When can federal prosecutors bypass a grand jury and use information or charging via criminal complaint instead of indictment?
Executive summary
Federal prosecutors generally must seek a grand‑jury indictment for “capital or otherwise infamous” federal crimes under the Fifth Amendment, but the criminal complaint (and related magistrate‑judge process) is an established alternative at early stages or when a defendant is arrested; recent reporting shows prosecutors have sometimes used local (D.C.) grand juries or refiled via magistrate procedures after federal grand juries declined to indict (see [3]; [5]; p1_s1). Courts and commentators are now contesting when those workarounds are lawful — judges in at least two recent matters have flagged potential misconduct or departures from long‑standing norms [1] [2].

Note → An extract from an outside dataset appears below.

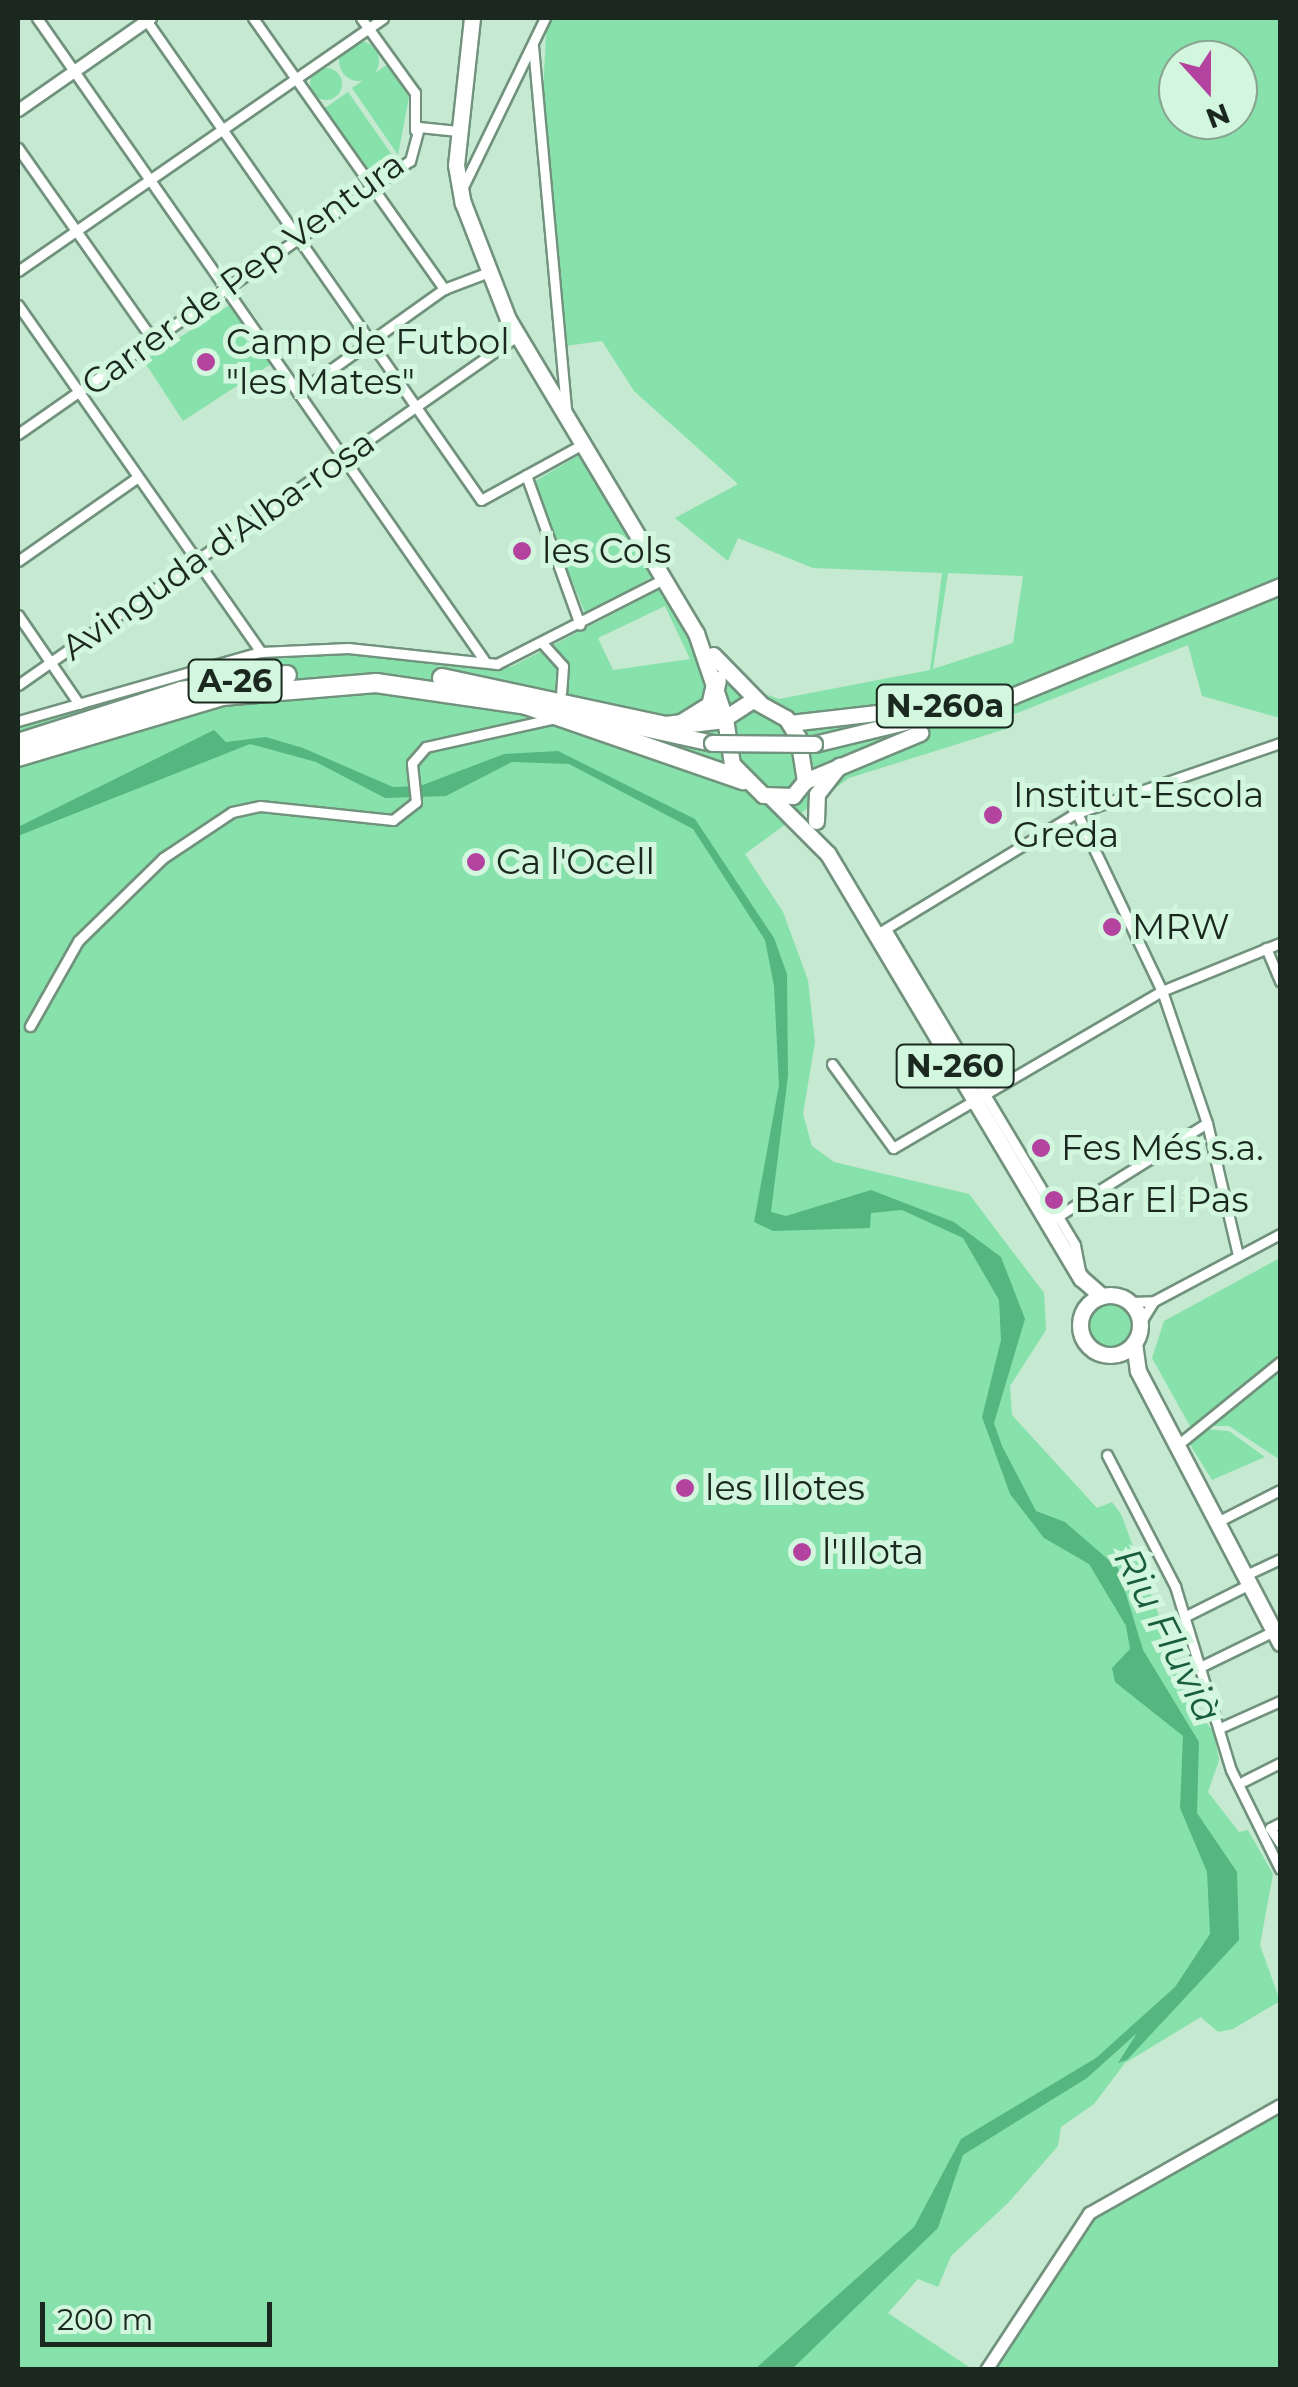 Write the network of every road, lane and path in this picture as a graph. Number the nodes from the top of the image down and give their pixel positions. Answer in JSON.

1. The baseline rule: indictments for serious federal crimes, complaints for initial charging
The Fifth Amendment requires a grand‑jury indictment for “capital, or otherwise infamous” federal crimes, so the traditional route for felony charging is an indictment returned by a federal grand jury [3]. Yet the federal charging system also permits prosecutors to file a criminal complaint and present probable‑cause evidence to a magistrate judge to obtain an arrest warrant or initial detention; that is a common, constitutionally recognized early step before an indictment is returned (available sources do not mention the full DOJ rules but the constitutional text and grand jury function are described in [6]3).
2. When prosecutors use complaints instead of indictments — routine vs. exceptional
Prosecutors routinely use complaints to arrest and hold suspects pending a grand jury; that practice is not new or controversial in ordinary cases (available sources do not mention routine DOJ policy manuals in detail beyond constitutional context in [6]3). What has become contentious in 2025 is prosecutorial tactics when a federal grand jury refuses to indict: reporting shows some prosecutors tried either to re‑present charges to a new federal grand jury, to secure indictments from a local D.C. grand jury, or to proceed via magistrate acceptance of a later‑filed charging document [4] [5] [6].
3. The D.C. workaround and the Boasberg ruling
A federal judge recently concluded that, in at least one D.C. case, the Justice Department could prosecute in federal court on charges secured from a local (D.C. Superior Court) grand jury after a federal grand jury had declined to indict — a decision that applied immediately to the defendant Kevontae Stewart and raised alarms about allowing federal prosecutors to “circumvent” federal grand juries [6]. Coverage stresses that the D.C. system is “unusual” and that the ruling could be read more broadly, though that expansion is disputed in other reporting [6] [5].
4. Judicial pushback and concern about norms
Several judges and commentators have criticized these tactics as breaking “decades‑long norms” or undermining the protective purpose of the federal grand jury; one magistrate judge said using a local grand jury after a federal panel rejected charges looked like forum shopping [5]. Other judges have pointed to potential misconduct or irregularities in how prosecutors presented cases to grand juries, ordering disclosure of grand‑jury materials in at least one high‑profile prosecution and finding “disturbing patterns” in the presentation [1] [2].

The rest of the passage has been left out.